4.1. High-level Recommendations
Four major high-level recommendations emerged from our working group
discussions:
A. Develop a mathematical formulation of sustainability;
B. Foster innovation through a diversity of modeling paradigms;
C. Provide opportunities for involving a broader set of mathematicians;
D. Require that both data and models should be kept open source and made fully
public, and encourage citizen science.
We expand on these recommendations below.
A. Develop a mathematical formulation of sustainability
We recommend development of a common mathematical language to facilitate
integration of different disciplinary approaches to modeling. This may require going
beyond the conveniences of existing mathematical theory. We recommend that
researchers
- Develop theories of dynamics that goes beyond current dynamical systems
theory to address the “messy” real-world problems that exist in complex, adaptive
human-environment systems (put succinctly, “sustainability does not equal
stability”). Whereas dynamical systems address questions of asymptotic
stability, transient behavior naturally occurs in real systems and may be more
important, as in stuttering chains of transmission in the spread of zoonoses for
example (Lloyd-Smith et al., 2009). - Develop theoretical frameworks to aid understanding and interpreting large-scale
computational models
B. Foster innovation through a diversity of modeling paradigms
This recommendation entails several specific steps, including:
- Use ensembles of models for better system forecasting and understanding.

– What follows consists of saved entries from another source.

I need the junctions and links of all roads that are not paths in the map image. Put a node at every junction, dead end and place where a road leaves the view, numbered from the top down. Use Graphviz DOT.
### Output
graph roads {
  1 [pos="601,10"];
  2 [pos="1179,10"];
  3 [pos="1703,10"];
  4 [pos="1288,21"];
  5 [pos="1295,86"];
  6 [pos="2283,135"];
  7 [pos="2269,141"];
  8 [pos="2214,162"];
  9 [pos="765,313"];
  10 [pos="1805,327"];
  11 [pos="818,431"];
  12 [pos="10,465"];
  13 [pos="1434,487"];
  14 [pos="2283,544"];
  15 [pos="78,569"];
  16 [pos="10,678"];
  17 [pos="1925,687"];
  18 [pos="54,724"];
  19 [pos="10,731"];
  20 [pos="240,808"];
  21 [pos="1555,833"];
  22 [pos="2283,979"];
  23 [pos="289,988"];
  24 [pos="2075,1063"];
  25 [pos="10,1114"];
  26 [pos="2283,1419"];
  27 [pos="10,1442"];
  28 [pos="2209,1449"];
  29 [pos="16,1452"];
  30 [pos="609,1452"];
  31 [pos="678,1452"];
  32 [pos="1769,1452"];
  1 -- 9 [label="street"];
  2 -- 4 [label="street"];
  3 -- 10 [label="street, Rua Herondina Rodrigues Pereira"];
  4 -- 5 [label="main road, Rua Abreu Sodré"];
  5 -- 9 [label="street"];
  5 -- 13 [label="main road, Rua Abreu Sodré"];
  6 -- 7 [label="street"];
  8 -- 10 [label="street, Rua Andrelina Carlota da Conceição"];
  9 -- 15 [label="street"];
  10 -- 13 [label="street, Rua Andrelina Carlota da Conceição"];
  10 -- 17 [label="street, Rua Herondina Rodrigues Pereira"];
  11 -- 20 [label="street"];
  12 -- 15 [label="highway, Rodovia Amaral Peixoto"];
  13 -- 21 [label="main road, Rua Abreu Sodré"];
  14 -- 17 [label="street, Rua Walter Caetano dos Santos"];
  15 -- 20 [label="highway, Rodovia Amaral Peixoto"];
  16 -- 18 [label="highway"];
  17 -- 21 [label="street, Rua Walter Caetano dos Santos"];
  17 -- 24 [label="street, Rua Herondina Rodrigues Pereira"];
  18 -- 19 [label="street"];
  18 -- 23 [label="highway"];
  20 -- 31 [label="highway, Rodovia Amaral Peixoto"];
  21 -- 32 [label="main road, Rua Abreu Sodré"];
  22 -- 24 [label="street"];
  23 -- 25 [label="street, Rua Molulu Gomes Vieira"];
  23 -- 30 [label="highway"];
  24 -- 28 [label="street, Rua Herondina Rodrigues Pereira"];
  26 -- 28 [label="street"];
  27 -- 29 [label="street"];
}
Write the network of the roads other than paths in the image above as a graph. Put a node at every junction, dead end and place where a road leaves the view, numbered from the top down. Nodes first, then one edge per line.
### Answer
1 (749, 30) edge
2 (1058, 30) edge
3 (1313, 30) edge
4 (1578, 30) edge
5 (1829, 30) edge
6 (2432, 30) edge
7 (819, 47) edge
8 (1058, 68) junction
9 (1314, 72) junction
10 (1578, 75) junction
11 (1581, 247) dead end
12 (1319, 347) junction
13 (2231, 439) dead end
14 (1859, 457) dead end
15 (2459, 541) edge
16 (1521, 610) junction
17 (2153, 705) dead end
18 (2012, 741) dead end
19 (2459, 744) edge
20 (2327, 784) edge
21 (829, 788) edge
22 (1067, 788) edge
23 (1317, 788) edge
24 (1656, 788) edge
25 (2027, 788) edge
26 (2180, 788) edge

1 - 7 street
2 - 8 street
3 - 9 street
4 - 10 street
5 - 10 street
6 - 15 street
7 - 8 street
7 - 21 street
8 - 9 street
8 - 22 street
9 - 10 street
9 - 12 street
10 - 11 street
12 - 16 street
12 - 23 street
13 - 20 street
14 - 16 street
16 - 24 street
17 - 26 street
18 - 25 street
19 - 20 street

Often, combining the results from different models produced by independent groups
can provide better predictive power than any single model. An example comes from the
history of climate modeling. In December 1991, two major operational Numerical
Weather Prediction (NWP) centers started a major new approach to weather prediction
with the introduction of ensemble forecasting. Until then NWP forecasts were
deterministic, with twice a day forecasts started from the best estimate of the state of the
atmosphere (known as analysis) and run for 10 days at the European Center for Medium
Range Weather Forecasts (ECMWF) and 15 days at the US National Centers for
Environmental Prediction (NCEP). Both centers introduced the idea of running an
ensemble of forecasts started from initial conditions that were given by the analysis to
which different initial perturbations had been added. The difference between the two
approaches was the type of initial perturbations, with NCEP using Breeding of Lyapunov
Vectors, and ECMWF using Singular Vectors.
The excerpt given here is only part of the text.